Task details: All of the records should be restated word for word.

Input records:
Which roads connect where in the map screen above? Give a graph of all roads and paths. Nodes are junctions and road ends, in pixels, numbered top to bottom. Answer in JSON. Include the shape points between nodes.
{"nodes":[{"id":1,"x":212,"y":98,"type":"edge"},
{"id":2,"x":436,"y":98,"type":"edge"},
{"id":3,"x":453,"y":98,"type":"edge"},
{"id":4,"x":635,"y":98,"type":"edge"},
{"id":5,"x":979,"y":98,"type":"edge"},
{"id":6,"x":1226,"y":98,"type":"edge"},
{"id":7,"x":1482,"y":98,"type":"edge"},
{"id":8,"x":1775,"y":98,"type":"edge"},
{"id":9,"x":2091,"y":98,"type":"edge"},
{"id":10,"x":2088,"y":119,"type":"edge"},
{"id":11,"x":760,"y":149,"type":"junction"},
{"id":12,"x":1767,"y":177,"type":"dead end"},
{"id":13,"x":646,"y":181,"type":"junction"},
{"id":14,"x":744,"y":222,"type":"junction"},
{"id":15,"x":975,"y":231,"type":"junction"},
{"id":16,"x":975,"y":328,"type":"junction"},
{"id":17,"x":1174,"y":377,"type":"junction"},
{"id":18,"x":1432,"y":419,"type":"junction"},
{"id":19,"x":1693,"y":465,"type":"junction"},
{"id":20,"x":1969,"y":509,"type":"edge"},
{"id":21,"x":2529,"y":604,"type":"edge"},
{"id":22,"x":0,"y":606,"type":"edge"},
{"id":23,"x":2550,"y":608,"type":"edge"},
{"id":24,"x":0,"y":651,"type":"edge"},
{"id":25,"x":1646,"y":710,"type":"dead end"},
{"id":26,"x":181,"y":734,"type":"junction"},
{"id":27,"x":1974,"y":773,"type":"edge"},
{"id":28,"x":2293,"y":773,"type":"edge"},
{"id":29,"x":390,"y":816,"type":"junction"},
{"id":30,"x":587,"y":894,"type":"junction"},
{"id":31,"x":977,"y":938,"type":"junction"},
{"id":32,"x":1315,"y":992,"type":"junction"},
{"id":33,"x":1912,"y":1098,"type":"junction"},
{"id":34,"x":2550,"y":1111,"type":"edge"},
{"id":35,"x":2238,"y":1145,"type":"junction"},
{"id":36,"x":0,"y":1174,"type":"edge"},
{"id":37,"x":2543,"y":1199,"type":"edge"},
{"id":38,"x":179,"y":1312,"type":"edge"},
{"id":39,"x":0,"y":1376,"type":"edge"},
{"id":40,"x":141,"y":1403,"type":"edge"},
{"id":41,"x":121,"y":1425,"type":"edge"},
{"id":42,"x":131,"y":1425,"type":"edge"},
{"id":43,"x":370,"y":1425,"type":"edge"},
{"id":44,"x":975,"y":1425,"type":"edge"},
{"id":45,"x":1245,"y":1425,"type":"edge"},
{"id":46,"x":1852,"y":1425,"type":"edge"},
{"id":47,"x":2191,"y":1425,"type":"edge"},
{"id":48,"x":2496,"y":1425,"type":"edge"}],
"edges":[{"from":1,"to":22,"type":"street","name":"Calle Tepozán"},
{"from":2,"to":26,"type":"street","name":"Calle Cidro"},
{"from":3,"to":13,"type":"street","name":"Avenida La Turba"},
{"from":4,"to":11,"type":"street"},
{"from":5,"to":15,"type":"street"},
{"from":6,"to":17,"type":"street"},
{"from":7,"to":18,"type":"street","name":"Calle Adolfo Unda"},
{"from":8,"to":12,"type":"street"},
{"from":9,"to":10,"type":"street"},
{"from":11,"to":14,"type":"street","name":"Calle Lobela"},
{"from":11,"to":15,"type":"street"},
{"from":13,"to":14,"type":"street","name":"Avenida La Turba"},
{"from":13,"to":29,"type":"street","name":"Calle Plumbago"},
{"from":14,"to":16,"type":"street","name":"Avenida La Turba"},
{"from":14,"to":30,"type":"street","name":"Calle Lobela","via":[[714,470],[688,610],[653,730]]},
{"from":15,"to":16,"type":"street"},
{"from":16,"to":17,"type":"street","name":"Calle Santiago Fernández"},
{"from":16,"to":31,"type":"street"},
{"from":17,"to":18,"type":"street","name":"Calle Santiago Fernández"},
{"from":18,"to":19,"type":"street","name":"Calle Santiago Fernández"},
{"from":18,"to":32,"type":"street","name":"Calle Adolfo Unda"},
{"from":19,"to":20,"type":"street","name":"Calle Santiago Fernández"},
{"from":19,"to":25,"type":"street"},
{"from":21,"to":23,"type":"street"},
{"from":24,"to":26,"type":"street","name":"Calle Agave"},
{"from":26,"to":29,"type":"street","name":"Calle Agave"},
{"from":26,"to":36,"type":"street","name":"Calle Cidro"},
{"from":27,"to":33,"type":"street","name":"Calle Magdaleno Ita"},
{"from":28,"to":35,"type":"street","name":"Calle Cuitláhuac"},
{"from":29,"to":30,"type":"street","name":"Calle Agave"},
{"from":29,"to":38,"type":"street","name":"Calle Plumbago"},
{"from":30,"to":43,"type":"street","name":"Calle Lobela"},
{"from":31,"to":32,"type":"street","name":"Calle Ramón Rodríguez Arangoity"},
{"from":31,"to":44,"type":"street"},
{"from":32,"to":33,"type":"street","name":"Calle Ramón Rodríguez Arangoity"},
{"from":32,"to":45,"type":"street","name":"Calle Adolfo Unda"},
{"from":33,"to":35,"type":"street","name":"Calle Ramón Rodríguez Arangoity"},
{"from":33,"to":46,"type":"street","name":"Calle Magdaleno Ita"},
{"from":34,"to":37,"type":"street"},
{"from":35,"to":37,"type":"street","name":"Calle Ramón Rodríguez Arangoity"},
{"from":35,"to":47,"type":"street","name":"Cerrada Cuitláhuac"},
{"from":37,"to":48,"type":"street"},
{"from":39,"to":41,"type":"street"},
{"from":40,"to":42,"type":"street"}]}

Response box:
Which roads connect where in the map screen above? Give a graph of all roads and paths. Nodes are junctions and road ends, in pixels, numbered top to bottom. Answer in JSON. Include the shape points between nodes.
{"nodes":[{"id":1,"x":212,"y":98,"type":"edge"},
{"id":2,"x":436,"y":98,"type":"edge"},
{"id":3,"x":453,"y":98,"type":"edge"},
{"id":4,"x":635,"y":98,"type":"edge"},
{"id":5,"x":979,"y":98,"type":"edge"},
{"id":6,"x":1226,"y":98,"type":"edge"},
{"id":7,"x":1482,"y":98,"type":"edge"},
{"id":8,"x":1775,"y":98,"type":"edge"},
{"id":9,"x":2091,"y":98,"type":"edge"},
{"id":10,"x":2088,"y":119,"type":"edge"},
{"id":11,"x":760,"y":149,"type":"junction"},
{"id":12,"x":1767,"y":177,"type":"dead end"},
{"id":13,"x":646,"y":181,"type":"junction"},
{"id":14,"x":744,"y":222,"type":"junction"},
{"id":15,"x":975,"y":231,"type":"junction"},
{"id":16,"x":975,"y":328,"type":"junction"},
{"id":17,"x":1174,"y":377,"type":"junction"},
{"id":18,"x":1432,"y":419,"type":"junction"},
{"id":19,"x":1693,"y":465,"type":"junction"},
{"id":20,"x":1969,"y":509,"type":"edge"},
{"id":21,"x":2529,"y":604,"type":"edge"},
{"id":22,"x":0,"y":606,"type":"edge"},
{"id":23,"x":2550,"y":608,"type":"edge"},
{"id":24,"x":0,"y":651,"type":"edge"},
{"id":25,"x":1646,"y":710,"type":"dead end"},
{"id":26,"x":181,"y":734,"type":"junction"},
{"id":27,"x":1974,"y":773,"type":"edge"},
{"id":28,"x":2293,"y":773,"type":"edge"},
{"id":29,"x":390,"y":816,"type":"junction"},
{"id":30,"x":587,"y":894,"type":"junction"},
{"id":31,"x":977,"y":938,"type":"junction"},
{"id":32,"x":1315,"y":992,"type":"junction"},
{"id":33,"x":1912,"y":1098,"type":"junction"},
{"id":34,"x":2550,"y":1111,"type":"edge"},
{"id":35,"x":2238,"y":1145,"type":"junction"},
{"id":36,"x":0,"y":1174,"type":"edge"},
{"id":37,"x":2543,"y":1199,"type":"edge"},
{"id":38,"x":179,"y":1312,"type":"edge"},
{"id":39,"x":0,"y":1376,"type":"edge"},
{"id":40,"x":141,"y":1403,"type":"edge"},
{"id":41,"x":121,"y":1425,"type":"edge"},
{"id":42,"x":131,"y":1425,"type":"edge"},
{"id":43,"x":370,"y":1425,"type":"edge"},
{"id":44,"x":975,"y":1425,"type":"edge"},
{"id":45,"x":1245,"y":1425,"type":"edge"},
{"id":46,"x":1852,"y":1425,"type":"edge"},
{"id":47,"x":2191,"y":1425,"type":"edge"},
{"id":48,"x":2496,"y":1425,"type":"edge"}],
"edges":[{"from":1,"to":22,"type":"street","name":"Calle Tepozán"},
{"from":2,"to":26,"type":"street","name":"Calle Cidro"},
{"from":3,"to":13,"type":"street","name":"Avenida La Turba"},
{"from":4,"to":11,"type":"street"},
{"from":5,"to":15,"type":"street"},
{"from":6,"to":17,"type":"street"},
{"from":7,"to":18,"type":"street","name":"Calle Adolfo Unda"},
{"from":8,"to":12,"type":"street"},
{"from":9,"to":10,"type":"street"},
{"from":11,"to":14,"type":"street","name":"Calle Lobela"},
{"from":11,"to":15,"type":"street"},
{"from":13,"to":14,"type":"street","name":"Avenida La Turba"},
{"from":13,"to":29,"type":"street","name":"Calle Plumbago"},
{"from":14,"to":16,"type":"street","name":"Avenida La Turba"},
{"from":14,"to":30,"type":"street","name":"Calle Lobela","via":[[714,470],[688,610],[653,730]]},
{"from":15,"to":16,"type":"street"},
{"from":16,"to":17,"type":"street","name":"Calle Santiago Fernández"},
{"from":16,"to":31,"type":"street"},
{"from":17,"to":18,"type":"street","name":"Calle Santiago Fernández"},
{"from":18,"to":19,"type":"street","name":"Calle Santiago Fernández"},
{"from":18,"to":32,"type":"street","name":"Calle Adolfo Unda"},
{"from":19,"to":20,"type":"street","name":"Calle Santiago Fernández"},
{"from":19,"to":25,"type":"street"},
{"from":21,"to":23,"type":"street"},
{"from":24,"to":26,"type":"street","name":"Calle Agave"},
{"from":26,"to":29,"type":"street","name":"Calle Agave"},
{"from":26,"to":36,"type":"street","name":"Calle Cidro"},
{"from":27,"to":33,"type":"street","name":"Calle Magdaleno Ita"},
{"from":28,"to":35,"type":"street","name":"Calle Cuitláhuac"},
{"from":29,"to":30,"type":"street","name":"Calle Agave"},
{"from":29,"to":38,"type":"street","name":"Calle Plumbago"},
{"from":30,"to":43,"type":"street","name":"Calle Lobela"},
{"from":31,"to":32,"type":"street","name":"Calle Ramón Rodríguez Arangoity"},
{"from":31,"to":44,"type":"street"},
{"from":32,"to":33,"type":"street","name":"Calle Ramón Rodríguez Arangoity"},
{"from":32,"to":45,"type":"street","name":"Calle Adolfo Unda"},
{"from":33,"to":35,"type":"street","name":"Calle Ramón Rodríguez Arangoity"},
{"from":33,"to":46,"type":"street","name":"Calle Magdaleno Ita"},
{"from":34,"to":37,"type":"street"},
{"from":35,"to":37,"type":"street","name":"Calle Ramón Rodríguez Arangoity"},
{"from":35,"to":47,"type":"street","name":"Cerrada Cuitláhuac"},
{"from":37,"to":48,"type":"street"},
{"from":39,"to":41,"type":"street"},
{"from":40,"to":42,"type":"street"}]}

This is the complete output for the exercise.